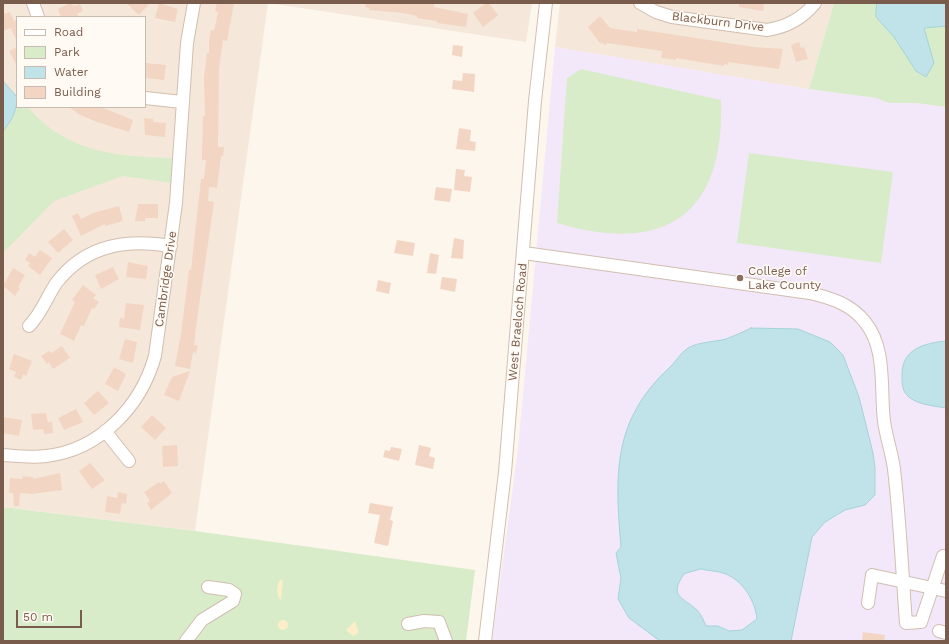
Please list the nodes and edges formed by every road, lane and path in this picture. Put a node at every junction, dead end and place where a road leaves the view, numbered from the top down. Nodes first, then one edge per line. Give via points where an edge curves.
1 (33, 3) edge
2 (194, 3) edge
3 (546, 3) edge
4 (640, 3) edge
5 (815, 3) edge
6 (38, 16) edge
7 (146, 98) edge
8 (182, 102) junction
9 (171, 246) junction
10 (524, 253) junction
11 (29, 326) dead end
12 (105, 431) junction
13 (3, 455) edge
14 (129, 461) dead end
15 (946, 556) edge
16 (903, 581) junction
17 (208, 587) dead end
18 (932, 588) junction
19 (946, 591) edge
20 (868, 603) dead end
21 (408, 624) dead end
22 (186, 641) edge
23 (446, 641) edge
24 (485, 641) edge

1 - 6 street
2 - 8 street, Cambridge Drive via 187,43
3 - 10 street, West Braeloch Road via 535,101
4 - 5 street, Blackburn Drive via 672,17 767,30 794,22
7 - 8 street
8 - 9 street, Cambridge Drive
9 - 11 street via 134,242 116,245 85,258 57,282 39,316
9 - 12 street, Cambridge Drive via 155,356 150,373 128,410
10 - 16 street via 810,293 834,299 852,310 865,322 876,341 884,422 894,467
10 - 24 street, West Braeloch Road via 505,472
12 - 13 street, Cambridge Drive via 73,449 47,456
12 - 14 street
15 - 18 street via 943,556
16 - 18 street
16 - 18 street via 906,623 921,622
16 - 20 street via 872,575
17 - 22 street via 229,590 235,594 233,601 202,620
18 - 19 street
21 - 23 street via 439,622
※
> **Your task**
A verbatim transcript of the entries above is required, with the pictures left out.

> **Answer to the problem**
Please list the nodes and edges formed by every road, lane and path in this picture. Put a node at every junction, dead end and place where a road leaves the view, numbered from the top down. Nodes first, then one edge per line. Give via points where an edge curves.
1 (33, 3) edge
2 (194, 3) edge
3 (546, 3) edge
4 (640, 3) edge
5 (815, 3) edge
6 (38, 16) edge
7 (146, 98) edge
8 (182, 102) junction
9 (171, 246) junction
10 (524, 253) junction
11 (29, 326) dead end
12 (105, 431) junction
13 (3, 455) edge
14 (129, 461) dead end
15 (946, 556) edge
16 (903, 581) junction
17 (208, 587) dead end
18 (932, 588) junction
19 (946, 591) edge
20 (868, 603) dead end
21 (408, 624) dead end
22 (186, 641) edge
23 (446, 641) edge
24 (485, 641) edge

1 - 6 street
2 - 8 street, Cambridge Drive via 187,43
3 - 10 street, West Braeloch Road via 535,101
4 - 5 street, Blackburn Drive via 672,17 767,30 794,22
7 - 8 street
8 - 9 street, Cambridge Drive
9 - 11 street via 134,242 116,245 85,258 57,282 39,316
9 - 12 street, Cambridge Drive via 155,356 150,373 128,410
10 - 16 street via 810,293 834,299 852,310 865,322 876,341 884,422 894,467
10 - 24 street, West Braeloch Road via 505,472
12 - 13 street, Cambridge Drive via 73,449 47,456
12 - 14 street
15 - 18 street via 943,556
16 - 18 street
16 - 18 street via 906,623 921,622
16 - 20 street via 872,575
17 - 22 street via 229,590 235,594 233,601 202,620
18 - 19 street
21 - 23 street via 439,622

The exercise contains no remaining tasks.